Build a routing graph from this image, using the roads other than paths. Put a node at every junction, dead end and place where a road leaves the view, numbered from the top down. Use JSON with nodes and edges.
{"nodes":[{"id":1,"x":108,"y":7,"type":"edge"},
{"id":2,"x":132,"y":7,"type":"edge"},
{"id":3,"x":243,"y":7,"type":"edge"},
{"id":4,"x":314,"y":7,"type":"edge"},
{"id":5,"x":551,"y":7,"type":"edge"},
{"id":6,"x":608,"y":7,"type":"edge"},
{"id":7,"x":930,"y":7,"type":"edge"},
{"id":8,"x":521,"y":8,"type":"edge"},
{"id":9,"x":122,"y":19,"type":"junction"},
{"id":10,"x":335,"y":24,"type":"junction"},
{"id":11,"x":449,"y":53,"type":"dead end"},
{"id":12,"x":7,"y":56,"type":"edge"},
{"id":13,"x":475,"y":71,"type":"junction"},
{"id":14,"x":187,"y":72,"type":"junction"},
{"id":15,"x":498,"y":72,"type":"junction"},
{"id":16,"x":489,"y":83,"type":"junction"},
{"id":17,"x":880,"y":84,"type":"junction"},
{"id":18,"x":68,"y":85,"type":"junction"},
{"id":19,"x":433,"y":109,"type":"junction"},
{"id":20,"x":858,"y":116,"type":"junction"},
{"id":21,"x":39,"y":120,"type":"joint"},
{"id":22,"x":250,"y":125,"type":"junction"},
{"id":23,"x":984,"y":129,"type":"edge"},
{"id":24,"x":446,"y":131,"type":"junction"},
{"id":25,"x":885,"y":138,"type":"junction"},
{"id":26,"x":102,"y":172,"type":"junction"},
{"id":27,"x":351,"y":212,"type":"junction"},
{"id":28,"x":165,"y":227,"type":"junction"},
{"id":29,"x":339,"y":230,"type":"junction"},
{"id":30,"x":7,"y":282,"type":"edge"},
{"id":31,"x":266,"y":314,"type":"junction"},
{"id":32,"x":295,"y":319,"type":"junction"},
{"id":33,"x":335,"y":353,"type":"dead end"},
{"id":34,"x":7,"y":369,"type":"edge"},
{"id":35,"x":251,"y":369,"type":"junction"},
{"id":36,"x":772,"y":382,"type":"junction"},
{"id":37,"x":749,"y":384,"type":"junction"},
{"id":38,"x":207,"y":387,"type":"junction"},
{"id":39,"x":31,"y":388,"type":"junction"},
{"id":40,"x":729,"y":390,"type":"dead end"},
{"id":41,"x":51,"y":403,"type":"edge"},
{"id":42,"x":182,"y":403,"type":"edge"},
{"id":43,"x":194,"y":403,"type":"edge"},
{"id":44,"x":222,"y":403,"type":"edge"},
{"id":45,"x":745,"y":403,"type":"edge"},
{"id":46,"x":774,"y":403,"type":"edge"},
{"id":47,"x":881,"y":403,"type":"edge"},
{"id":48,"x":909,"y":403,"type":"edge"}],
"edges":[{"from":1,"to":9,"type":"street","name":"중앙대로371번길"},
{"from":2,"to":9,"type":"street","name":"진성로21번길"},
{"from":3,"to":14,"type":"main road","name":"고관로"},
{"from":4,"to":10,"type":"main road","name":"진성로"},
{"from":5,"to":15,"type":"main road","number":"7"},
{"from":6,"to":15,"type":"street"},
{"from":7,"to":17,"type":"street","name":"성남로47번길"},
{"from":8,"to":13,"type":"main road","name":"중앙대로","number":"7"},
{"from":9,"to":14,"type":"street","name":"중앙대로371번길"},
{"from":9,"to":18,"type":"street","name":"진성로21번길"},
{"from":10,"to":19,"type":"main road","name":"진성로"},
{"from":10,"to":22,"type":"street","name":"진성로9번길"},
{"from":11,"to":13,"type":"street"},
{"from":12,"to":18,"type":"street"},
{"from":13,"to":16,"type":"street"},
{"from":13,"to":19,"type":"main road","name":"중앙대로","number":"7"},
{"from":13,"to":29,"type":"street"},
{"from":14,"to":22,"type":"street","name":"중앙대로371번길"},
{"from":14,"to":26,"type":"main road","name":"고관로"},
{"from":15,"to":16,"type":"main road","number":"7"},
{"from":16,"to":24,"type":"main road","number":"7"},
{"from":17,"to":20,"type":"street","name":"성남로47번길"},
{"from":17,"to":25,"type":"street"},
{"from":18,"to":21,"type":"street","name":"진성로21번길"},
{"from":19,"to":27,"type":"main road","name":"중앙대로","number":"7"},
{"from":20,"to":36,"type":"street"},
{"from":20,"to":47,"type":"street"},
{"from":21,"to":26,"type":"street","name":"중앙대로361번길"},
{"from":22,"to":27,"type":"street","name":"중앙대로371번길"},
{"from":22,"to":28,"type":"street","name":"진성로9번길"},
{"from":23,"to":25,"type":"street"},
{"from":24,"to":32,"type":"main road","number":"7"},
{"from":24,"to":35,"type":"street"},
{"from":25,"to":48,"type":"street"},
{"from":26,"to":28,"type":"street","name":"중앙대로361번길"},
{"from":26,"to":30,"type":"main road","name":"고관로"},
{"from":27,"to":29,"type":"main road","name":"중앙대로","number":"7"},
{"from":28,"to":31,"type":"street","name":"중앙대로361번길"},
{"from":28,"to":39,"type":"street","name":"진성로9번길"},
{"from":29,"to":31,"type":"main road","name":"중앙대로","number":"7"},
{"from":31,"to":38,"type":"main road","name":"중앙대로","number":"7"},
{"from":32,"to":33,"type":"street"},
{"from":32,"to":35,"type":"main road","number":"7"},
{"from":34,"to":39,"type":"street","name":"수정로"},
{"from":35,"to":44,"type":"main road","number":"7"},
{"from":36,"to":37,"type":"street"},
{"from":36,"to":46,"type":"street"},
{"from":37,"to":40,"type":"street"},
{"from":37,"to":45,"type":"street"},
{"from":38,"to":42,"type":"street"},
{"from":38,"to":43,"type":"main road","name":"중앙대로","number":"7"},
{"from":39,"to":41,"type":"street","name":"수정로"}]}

○ ○ ○ ○ ○ ○ ○

= YOUR ASSIGNMENT =
Would you print all of the records exactly as they were given?

= SOLUTION TO THIS TASK =
Build a routing graph from this image, using the roads other than paths. Put a node at every junction, dead end and place where a road leaves the view, numbered from the top down. Use JSON with nodes and edges.
{"nodes":[{"id":1,"x":108,"y":7,"type":"edge"},
{"id":2,"x":132,"y":7,"type":"edge"},
{"id":3,"x":243,"y":7,"type":"edge"},
{"id":4,"x":314,"y":7,"type":"edge"},
{"id":5,"x":551,"y":7,"type":"edge"},
{"id":6,"x":608,"y":7,"type":"edge"},
{"id":7,"x":930,"y":7,"type":"edge"},
{"id":8,"x":521,"y":8,"type":"edge"},
{"id":9,"x":122,"y":19,"type":"junction"},
{"id":10,"x":335,"y":24,"type":"junction"},
{"id":11,"x":449,"y":53,"type":"dead end"},
{"id":12,"x":7,"y":56,"type":"edge"},
{"id":13,"x":475,"y":71,"type":"junction"},
{"id":14,"x":187,"y":72,"type":"junction"},
{"id":15,"x":498,"y":72,"type":"junction"},
{"id":16,"x":489,"y":83,"type":"junction"},
{"id":17,"x":880,"y":84,"type":"junction"},
{"id":18,"x":68,"y":85,"type":"junction"},
{"id":19,"x":433,"y":109,"type":"junction"},
{"id":20,"x":858,"y":116,"type":"junction"},
{"id":21,"x":39,"y":120,"type":"joint"},
{"id":22,"x":250,"y":125,"type":"junction"},
{"id":23,"x":984,"y":129,"type":"edge"},
{"id":24,"x":446,"y":131,"type":"junction"},
{"id":25,"x":885,"y":138,"type":"junction"},
{"id":26,"x":102,"y":172,"type":"junction"},
{"id":27,"x":351,"y":212,"type":"junction"},
{"id":28,"x":165,"y":227,"type":"junction"},
{"id":29,"x":339,"y":230,"type":"junction"},
{"id":30,"x":7,"y":282,"type":"edge"},
{"id":31,"x":266,"y":314,"type":"junction"},
{"id":32,"x":295,"y":319,"type":"junction"},
{"id":33,"x":335,"y":353,"type":"dead end"},
{"id":34,"x":7,"y":369,"type":"edge"},
{"id":35,"x":251,"y":369,"type":"junction"},
{"id":36,"x":772,"y":382,"type":"junction"},
{"id":37,"x":749,"y":384,"type":"junction"},
{"id":38,"x":207,"y":387,"type":"junction"},
{"id":39,"x":31,"y":388,"type":"junction"},
{"id":40,"x":729,"y":390,"type":"dead end"},
{"id":41,"x":51,"y":403,"type":"edge"},
{"id":42,"x":182,"y":403,"type":"edge"},
{"id":43,"x":194,"y":403,"type":"edge"},
{"id":44,"x":222,"y":403,"type":"edge"},
{"id":45,"x":745,"y":403,"type":"edge"},
{"id":46,"x":774,"y":403,"type":"edge"},
{"id":47,"x":881,"y":403,"type":"edge"},
{"id":48,"x":909,"y":403,"type":"edge"}],
"edges":[{"from":1,"to":9,"type":"street","name":"중앙대로371번길"},
{"from":2,"to":9,"type":"street","name":"진성로21번길"},
{"from":3,"to":14,"type":"main road","name":"고관로"},
{"from":4,"to":10,"type":"main road","name":"진성로"},
{"from":5,"to":15,"type":"main road","number":"7"},
{"from":6,"to":15,"type":"street"},
{"from":7,"to":17,"type":"street","name":"성남로47번길"},
{"from":8,"to":13,"type":"main road","name":"중앙대로","number":"7"},
{"from":9,"to":14,"type":"street","name":"중앙대로371번길"},
{"from":9,"to":18,"type":"street","name":"진성로21번길"},
{"from":10,"to":19,"type":"main road","name":"진성로"},
{"from":10,"to":22,"type":"street","name":"진성로9번길"},
{"from":11,"to":13,"type":"street"},
{"from":12,"to":18,"type":"street"},
{"from":13,"to":16,"type":"street"},
{"from":13,"to":19,"type":"main road","name":"중앙대로","number":"7"},
{"from":13,"to":29,"type":"street"},
{"from":14,"to":22,"type":"street","name":"중앙대로371번길"},
{"from":14,"to":26,"type":"main road","name":"고관로"},
{"from":15,"to":16,"type":"main road","number":"7"},
{"from":16,"to":24,"type":"main road","number":"7"},
{"from":17,"to":20,"type":"street","name":"성남로47번길"},
{"from":17,"to":25,"type":"street"},
{"from":18,"to":21,"type":"street","name":"진성로21번길"},
{"from":19,"to":27,"type":"main road","name":"중앙대로","number":"7"},
{"from":20,"to":36,"type":"street"},
{"from":20,"to":47,"type":"street"},
{"from":21,"to":26,"type":"street","name":"중앙대로361번길"},
{"from":22,"to":27,"type":"street","name":"중앙대로371번길"},
{"from":22,"to":28,"type":"street","name":"진성로9번길"},
{"from":23,"to":25,"type":"street"},
{"from":24,"to":32,"type":"main road","number":"7"},
{"from":24,"to":35,"type":"street"},
{"from":25,"to":48,"type":"street"},
{"from":26,"to":28,"type":"street","name":"중앙대로361번길"},
{"from":26,"to":30,"type":"main road","name":"고관로"},
{"from":27,"to":29,"type":"main road","name":"중앙대로","number":"7"},
{"from":28,"to":31,"type":"street","name":"중앙대로361번길"},
{"from":28,"to":39,"type":"street","name":"진성로9번길"},
{"from":29,"to":31,"type":"main road","name":"중앙대로","number":"7"},
{"from":31,"to":38,"type":"main road","name":"중앙대로","number":"7"},
{"from":32,"to":33,"type":"street"},
{"from":32,"to":35,"type":"main road","number":"7"},
{"from":34,"to":39,"type":"street","name":"수정로"},
{"from":35,"to":44,"type":"main road","number":"7"},
{"from":36,"to":37,"type":"street"},
{"from":36,"to":46,"type":"street"},
{"from":37,"to":40,"type":"street"},
{"from":37,"to":45,"type":"street"},
{"from":38,"to":42,"type":"street"},
{"from":38,"to":43,"type":"main road","name":"중앙대로","number":"7"},
{"from":39,"to":41,"type":"street","name":"수정로"}]}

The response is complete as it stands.